◆ REQUIREMENT: A single total is needed, the number of lines of this listing that contain the string "main".

◆ MATERIAL PROVIDED:
-----
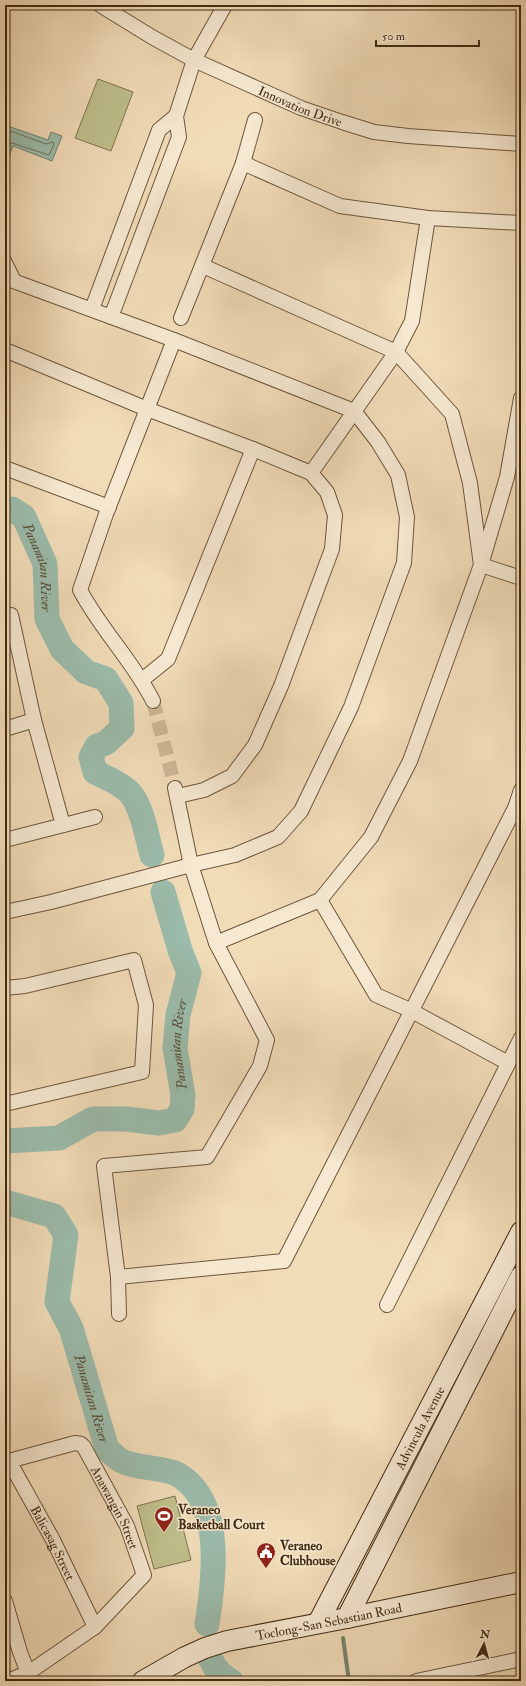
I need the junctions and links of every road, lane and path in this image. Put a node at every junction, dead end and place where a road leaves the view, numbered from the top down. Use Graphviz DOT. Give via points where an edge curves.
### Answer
graph roads {
  1 [pos="100,5"];
  2 [pos="226,5"];
  3 [pos="194,60"];
  4 [pos="176,116"];
  5 [pos="255,120"];
  6 [pos="521,144"];
  7 [pos="243,163"];
  8 [pos="428,218"];
  9 [pos="521,223"];
  10 [pos="5,255"];
  11 [pos="203,266"];
  12 [pos="5,278"];
  13 [pos="19,283"];
  14 [pos="92,309"];
  15 [pos="111,317"];
  16 [pos="181,318"];
  17 [pos="174,340"];
  18 [pos="396,352"];
  19 [pos="6,354"];
  20 [pos="521,398"];
  21 [pos="147,409"];
  22 [pos="354,411"];
  23 [pos="253,449"];
  24 [pos="5,468"];
  25 [pos="311,473"];
  26 [pos="109,507"];
  27 [pos="481,565"];
  28 [pos="521,578"];
  29 [pos="5,616"];
  30 [pos="142,680"];
  31 [pos="153,701"];
  32 [pos="34,720"];
  33 [pos="5,729"];
  34 [pos="521,790"];
  35 [pos="95,817"];
  36 [pos="63,825"];
  37 [pos="5,840"];
  38 [pos="191,865"];
  39 [pos="320,900"];
  40 [pos="5,912"];
  41 [pos="216,943"];
  42 [pos="5,988"];
  43 [pos="410,1010"];
  44 [pos="521,1038"];
  45 [pos="508,1063"];
  46 [pos="5,1104"];
  47 [pos="521,1232"];
  48 [pos="521,1276"];
  49 [pos="118,1277"];
  50 [pos="491,1289"];
  51 [pos="510,1298"];
  52 [pos="387,1306"];
  53 [pos="119,1314"];
  54 [pos="7,1461"];
  55 [pos="521,1582"];
  56 [pos="6,1606"];
  57 [pos="347,1618"];
  58 [pos="318,1623"];
  59 [pos="95,1626"];
  60 [pos="521,1659"];
  61 [pos="28,1673"];
  62 [pos="7,1681"];
  63 [pos="143,1681"];
  64 [pos="416,1681"];
  1 -- 3 [label="street, Innovation Drive"];
  2 -- 3 [label="street"];
  3 -- 4 [label="street"];
  3 -- 6 [label="street, Innovation Drive" via="300,108 374,132"];
  4 -- 14 [label="street" via="159,130"];
  4 -- 15 [label="street" via="179,137"];
  5 -- 7 [label="street"];
  7 -- 8 [label="street" via="340,206"];
  7 -- 11 [label="street"];
  8 -- 9 [label="street"];
  8 -- 18 [label="street" via="412,321"];
  10 -- 13 [label="lane"];
  11 -- 16 [label="street"];
  11 -- 18 [label="street"];
  12 -- 13 [label="street"];
  13 -- 14 [label="street"];
  14 -- 15 [label="street"];
  15 -- 17 [label="street"];
  17 -- 21 [label="street"];
  17 -- 22 [label="street"];
  18 -- 22 [label="street"];
  18 -- 27 [label="street" via="452,414 470,483"];
  19 -- 21 [label="street"];
  20 -- 27 [label="street" via="507,477"];
  21 -- 23 [label="street"];
  21 -- 26 [label="street"];
  22 -- 25 [label="street"];
  22 -- 38 [label="street" via="398,474 407,517 404,564 351,707 301,811 278,837 235,855"];
  23 -- 25 [label="street"];
  23 -- 30 [label="street" via="168,659"];
  24 -- 26 [label="street"];
  25 -- 38 [label="street" via="327,492 335,515 332,549 281,686 255,745 232,776 204,790 176,792"];
  26 -- 30 [label="street" via="80,590 92,612"];
  27 -- 28 [label="street"];
  27 -- 39 [label="street" via="410,761 371,838"];
  29 -- 32 [label="street" via="11,615"];
  30 -- 31 [label="street"];
  32 -- 33 [label="street"];
  32 -- 36 [label="street"];
  34 -- 43 [label="street"];
  35 -- 36 [label="street"];
  36 -- 37 [label="street"];
  38 -- 40 [label="street"];
  38 -- 41 [label="street"];
  39 -- 41 [label="street"];
  39 -- 43 [label="street" via="376,996"];
  41 -- 49 [label="street" via="267,1040 260,1066 208,1157 104,1166"];
  42 -- 46 [label="street" via="25,986 134,960 146,1005 142,1072"];
  43 -- 45 [label="street"];
  43 -- 49 [label="street" via="284,1260"];
  44 -- 45 [label="street"];
  45 -- 52 [label="street"];
  47 -- 50 [label="main road, Advincula Avenue"];
  48 -- 51 [label="main road, Advincula Avenue"];
  49 -- 53 [label="street"];
  50 -- 51 [label="main road"];
  50 -- 58 [label="main road, Advincula Avenue"];
  51 -- 57 [label="main road, Advincula Avenue"];
  54 -- 59 [label="street, Balicasag Street" via="53,1540"];
  54 -- 59 [label="street, Anawangin Street" via="75,1443 80,1444 127,1526 144,1575"];
  55 -- 57 [label="main road, Toclong-San Sebastian Road"];
  56 -- 61 [label="street"];
  57 -- 58 [label="main road, Toclong-San Sebastian Road"];
  58 -- 63 [label="main road, Toclong-San Sebastian Road" via="240,1638 205,1648"];
  59 -- 61 [label="street"];
  60 -- 64 [label="street"];
  61 -- 62 [label="street"];
}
-----
◆ FINISHED EXERCISE: 8